--- In
cybalist@yahoogroups.com, "Mate Kapovic" <mkapovic@...> wrote:
>...
> As I understand it, Kortlandt assumes that the long neo-acute in
gen. pl.
> *gor'U > *go~rU in a. p. c is a regular development (this is also
the case
> in the a. p. c present tense like *neset'I > *nese~tI as you state
in your
> 1984 article). Thus, he assumes that in *st'olU there was no Dybo's
law
> because *stolU is short not long (and the a. p. b gen. pl. is long
> analogically to a. p. c gen. pl.). But I really don't see what is
gained by
> supposing this kind of development. Analogical development of gen.
pl. in a.
> p. b is required anyway and the lengthening in present tense
(*neset'I) is
> also not very conviencing.
Very briefly and superficially.
A. For the GPl what is needed is a source for the length alternation
you find in SCr, Sln and Slk, and in traces in Cz and P. In
Kortlandt's system, the loss of the stressability of final jers is
that source. Once length is present in (c), its spread to (a) and (b)
is a trivial analogy, as is its virtually total elimination in modern
Czech. But it has to start somewhere and that's a point where most
systems are acutely vulnerable.
B. For the present tense, the mechanism explains a number of
distributions that are actually attested, e.g. the link between
length of the thematic vowel and type (c) which Boutelje (and much
later Stang) established for Central Slovak, and also the type of
distribution of length and brevity you have in such C^ak dialects as
Susak and Vrgada.
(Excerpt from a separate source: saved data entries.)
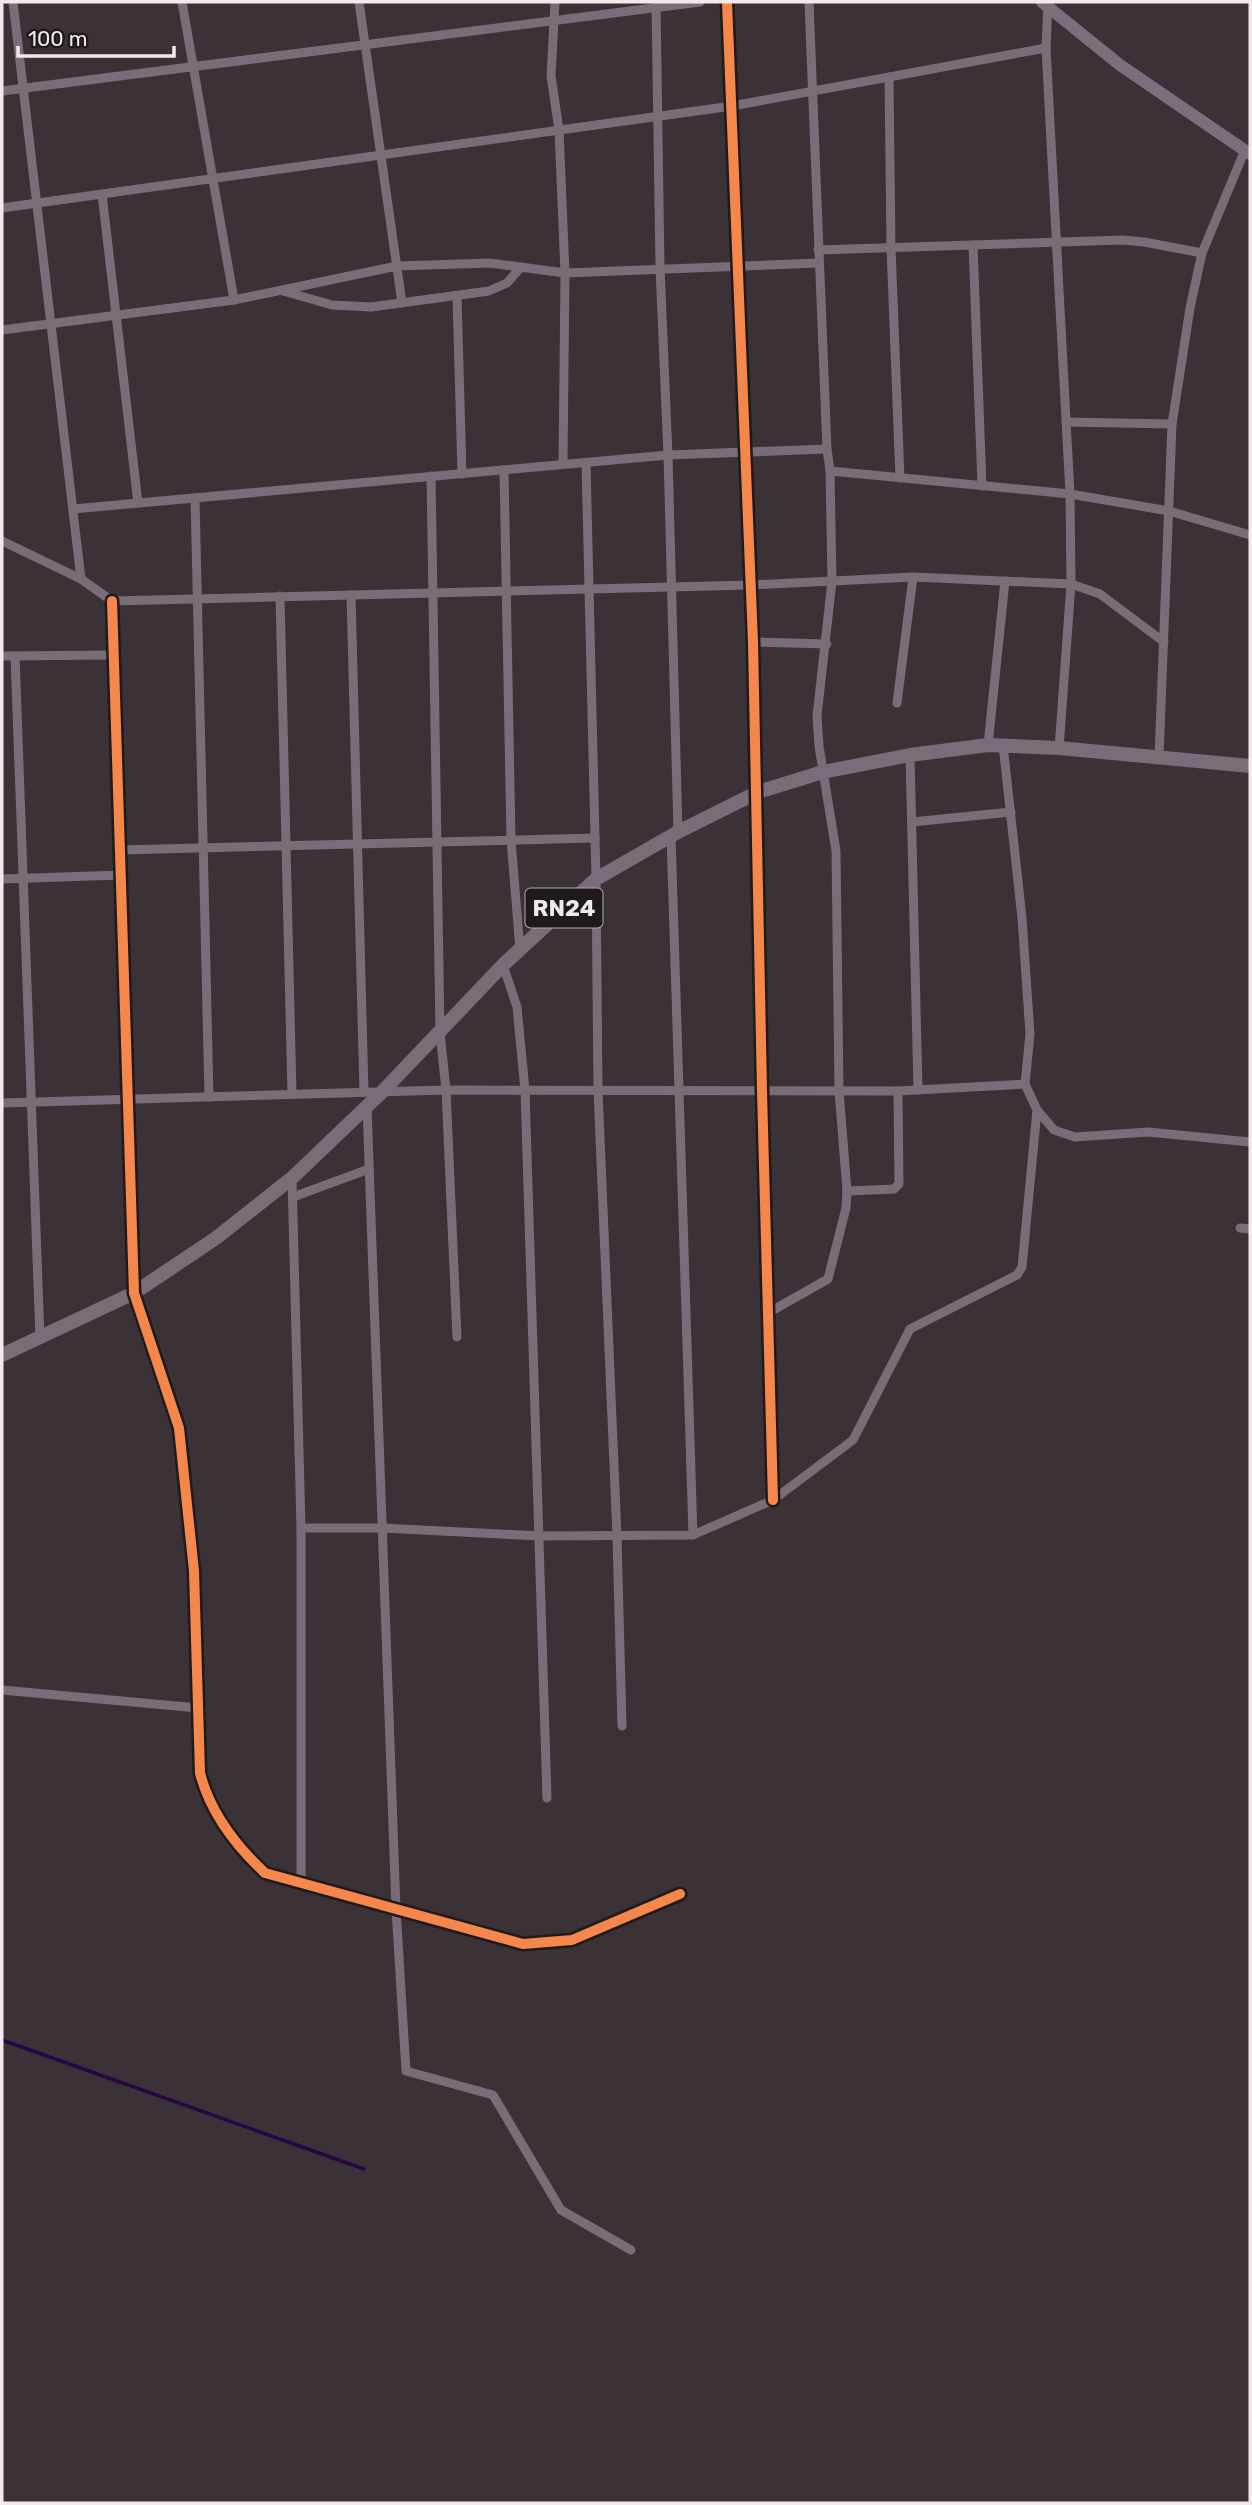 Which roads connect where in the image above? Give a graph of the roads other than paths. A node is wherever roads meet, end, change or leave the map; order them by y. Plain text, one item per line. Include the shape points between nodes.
1 (13, 2) edge
2 (182, 2) edge
3 (359, 2) edge
4 (555, 2) edge
5 (700, 2) edge
6 (727, 2) edge
7 (809, 2) edge
8 (1046, 3) edge
9 (656, 5) edge
10 (554, 20) junction
11 (365, 44) junction
12 (1046, 48) junction
13 (193, 66) junction
14 (889, 77) junction
15 (23, 88) junction
16 (2, 91) edge
17 (811, 92) junction
18 (732, 106) junction
19 (659, 116) junction
20 (559, 130) junction
21 (1247, 152) edge
22 (382, 155) junction
23 (213, 179) junction
24 (102, 194) junction
25 (37, 203) junction
26 (2, 208) edge
27 (1056, 243) junction
28 (973, 246) junction
29 (891, 248) junction
30 (818, 250) junction
31 (1202, 253) junction
32 (819, 263) junction
33 (738, 265) junction
34 (397, 266) junction
35 (521, 267) junction
36 (660, 268) junction
37 (565, 273) junction
38 (282, 290) junction
39 (457, 296) junction
40 (234, 300) junction
41 (402, 303) junction
42 (116, 316) junction
43 (51, 324) junction
44 (2, 331) edge
45 (1066, 422) junction
46 (1172, 424) junction
47 (827, 449) junction
48 (746, 452) junction
49 (668, 455) junction
50 (586, 463) junction
51 (563, 464) junction
52 (504, 470) junction
53 (830, 471) junction
54 (463, 474) junction
55 (431, 477) junction
56 (900, 478) junction
57 (982, 486) junction
58 (1070, 494) junction
59 (194, 498) junction
60 (138, 503) junction
61 (73, 509) junction
62 (1169, 510) junction
63 (1250, 535) edge
64 (2, 541) edge
65 (912, 577) junction
66 (81, 579) junction
67 (832, 581) junction
68 (1005, 581) junction
69 (751, 584) junction
70 (1071, 584) junction
71 (672, 586) junction
72 (589, 589) junction
73 (507, 591) junction
74 (433, 592) junction
75 (351, 594) junction
76 (280, 596) junction
77 (197, 598) junction
78 (112, 601) junction
79 (753, 642) junction
80 (1164, 642) junction
81 (827, 644) junction
82 (114, 655) junction
83 (2, 656) edge
84 (15, 656) junction
85 (897, 703) dead end
86 (1003, 745) junction
87 (988, 746) junction
88 (1059, 748) junction
89 (910, 755) junction
90 (1159, 757) junction
91 (1250, 766) edge
92 (823, 772) junction
93 (758, 792) junction
94 (1011, 812) junction
95 (912, 822) junction
96 (675, 834) junction
97 (595, 838) junction
98 (511, 840) junction
99 (437, 842) junction
100 (357, 844) junction
101 (286, 846) junction
102 (203, 848) junction
103 (120, 850) junction
104 (121, 874) junction
105 (23, 878) junction
106 (2, 879) edge
107 (596, 879) junction
108 (520, 950) junction
109 (503, 965) junction
110 (440, 1032) junction
111 (1025, 1084) junction
112 (446, 1090) junction
113 (525, 1090) junction
114 (918, 1090) junction
115 (383, 1091) junction
116 (598, 1091) junction
117 (762, 1091) junction
118 (839, 1091) junction
119 (898, 1091) junction
120 (680, 1092) junction
121 (292, 1094) junction
122 (209, 1097) junction
123 (128, 1099) junction
124 (365, 1100) junction
125 (31, 1102) junction
126 (2, 1103) edge
127 (1037, 1110) junction
128 (1250, 1142) edge
129 (369, 1169) junction
130 (292, 1178) junction
131 (847, 1191) junction
132 (293, 1197) junction
133 (134, 1293) junction
134 (768, 1313) junction
135 (457, 1337) dead end
136 (40, 1339) junction
137 (2, 1355) edge
138 (773, 1500) junction
139 (300, 1528) junction
140 (383, 1528) junction
141 (693, 1535) junction
142 (540, 1536) junction
143 (617, 1536) junction
144 (2, 1690) edge
145 (198, 1707) junction
146 (622, 1726) dead end
147 (547, 1798) dead end
148 (301, 1883) junction
149 (680, 1894) dead end
150 (396, 1909) junction
151 (631, 2250) dead end

1 - 15 street
2 - 13 street
3 - 11 street
4 - 10 street
5 - 9 street
6 - 18 street
7 - 17 street
8 - 12 street
8 - 21 main road via 1120,65
9 - 10 street
9 - 19 street
10 - 11 street
10 - 20 street via 551,76
11 - 13 street
11 - 22 street
12 - 14 street
12 - 27 street
13 - 15 street
13 - 23 street
14 - 17 street
14 - 29 street
15 - 16 street
15 - 25 street
17 - 18 street
17 - 30 street
18 - 19 street
18 - 33 street
19 - 20 street
19 - 36 street
20 - 22 street
20 - 37 street
21 - 31 street
22 - 23 street
22 - 34 street
23 - 24 street
23 - 40 street
24 - 25 street
24 - 42 street
25 - 26 street
25 - 43 street
27 - 28 street
27 - 31 street via 1144,242
27 - 45 street
28 - 29 street
28 - 57 street
29 - 30 street
29 - 56 street
30 - 32 street
31 - 46 street
32 - 33 street
32 - 47 street
33 - 36 street
33 - 48 street
34 - 35 street via 490,263
34 - 38 street
34 - 41 street
35 - 37 street
35 - 39 street via 507,283
36 - 37 street
36 - 49 street
37 - 51 street
38 - 40 street
38 - 41 street via 332,305
39 - 41 street
39 - 54 street
40 - 42 street
42 - 43 street
42 - 60 street
43 - 44 street
43 - 61 street
45 - 46 street
45 - 58 street
46 - 62 street
47 - 48 street
47 - 53 street
48 - 49 street
48 - 69 street
49 - 50 street
49 - 71 street
50 - 51 street
50 - 72 street
51 - 52 street
52 - 54 street
52 - 73 street
53 - 56 street
53 - 67 street
54 - 55 street
55 - 59 street
55 - 74 street
56 - 57 street
57 - 58 street
58 - 62 street
58 - 70 street
59 - 60 street
59 - 77 street
60 - 61 street
61 - 66 street
62 - 63 street
62 - 80 street
64 - 66 street
65 - 67 street
65 - 68 street
65 - 85 street
66 - 78 street
67 - 69 street
67 - 81 street
68 - 70 street
68 - 87 street
69 - 71 street
69 - 79 street
70 - 80 street via 1100,594
70 - 88 street
71 - 72 street
71 - 96 street
72 - 73 street
72 - 97 street
73 - 74 street
73 - 98 street
74 - 75 street
74 - 99 street
75 - 76 street
75 - 100 street
76 - 77 street
76 - 101 street
77 - 78 street
77 - 102 street
78 - 82 street
79 - 81 street
79 - 93 street
80 - 90 street
81 - 92 street via 817,716
82 - 84 street
82 - 103 street
83 - 84 street
84 - 105 street
86 - 87 main road, RN24
86 - 88 main road, RN24
86 - 94 street
87 - 89 main road, RN24
88 - 90 main road, RN24
89 - 92 main road, RN24
89 - 95 street
90 - 91 main road, RN24
92 - 93 main road, RN24
92 - 118 street via 836,851
93 - 96 main road, RN24
93 - 117 street
94 - 95 street
94 - 111 street via 1030,1034
95 - 114 street
96 - 107 main road, RN24
96 - 120 street
97 - 98 street
97 - 107 street
98 - 99 street
98 - 108 street
99 - 100 street
99 - 110 street
100 - 101 street
100 - 124 street
101 - 102 street
101 - 121 street
102 - 103 street
102 - 122 street
103 - 104 street
104 - 105 street
104 - 123 street
105 - 106 street
105 - 125 street
107 - 108 main road, RN24
107 - 116 street
108 - 109 main road, RN24
109 - 110 main road, RN24
109 - 113 street via 517,1007
110 - 112 street
110 - 115 main road, RN24
111 - 114 street
111 - 127 street
112 - 113 street
112 - 115 street
112 - 135 street
113 - 116 street
113 - 142 street
114 - 119 street
115 - 124 main road, RN24
116 - 120 street
116 - 143 street
117 - 118 street
117 - 120 street
117 - 134 street
118 - 119 street
118 - 131 street
119 - 131 street via 899,1184 894,1189
120 - 141 street
121 - 122 street
121 - 124 street
122 - 123 street
123 - 125 street
123 - 133 street
124 - 129 street
124 - 130 main road, RN24
125 - 126 street
125 - 136 street
127 - 128 street via 1054,1130 1075,1138 1148,1132
127 - 138 street via 1022,1268 1017,1275 910,1329 853,1440
129 - 132 street
129 - 140 street
130 - 132 street
130 - 133 main road, RN24 via 216,1238
131 - 134 street via 828,1279
132 - 139 street
133 - 136 main road, RN24
133 - 145 street via 179,1428 194,1571
134 - 138 street
136 - 137 main road, RN24
138 - 141 street
139 - 140 street
139 - 148 street
140 - 142 street
140 - 150 street
141 - 143 street
142 - 143 street
142 - 147 street
143 - 146 street
144 - 145 street
145 - 148 street via 205,1794 242,1852 265,1873
148 - 150 street
149 - 150 street via 572,1940 523,1944
150 - 151 street via 406,2071 493,2095 561,2210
Living systems all over the Slavic world have
intricate distributions of length and brevity and it just does not do
to state, as has been done so often, that these are due to analogical
carry-over of length found elsewhere because there were no similar
distributions elsewhere. Most accentological theories don't even
begin to explain those distributions.
> Also, I cannot find an explanation in Kortlandt 1975 why does the
nom. sg.
> of a. p. b have a neo-acute (*poN~tI) if there was no Dybo and no
retraction
> from the jer.
Yet if you follow his reasoning in the "konj" chapter (13-19) closely
you'll find out easily that it is the regular reflex and that it is
*not* a neo-acute in the sense in which that term is used by
Kortlandt (notably p. 17, which, by the way, is still awaiting
elaboration).
A propos the latter: the terminological system comprising such words
as "acute", "neoacute", "circumflex", "neocircumflex", etc. is more
of a liability than anything else because it conflates synchronic and
diachronic considerations, prevents vowel length from being taken
seriously and effectively obstructs our view of the synchronic
properties of the various systems that must have succeeded each other
in the final phase of shared Slavic innovations (and which produced
those innovations). Different accentologists use those words with
different meanings. In extreme cases one guy's neoacute can be
another's circumflex. It is much more fruitful (and flexible) to talk
in terms of tone, vowel length etcetera.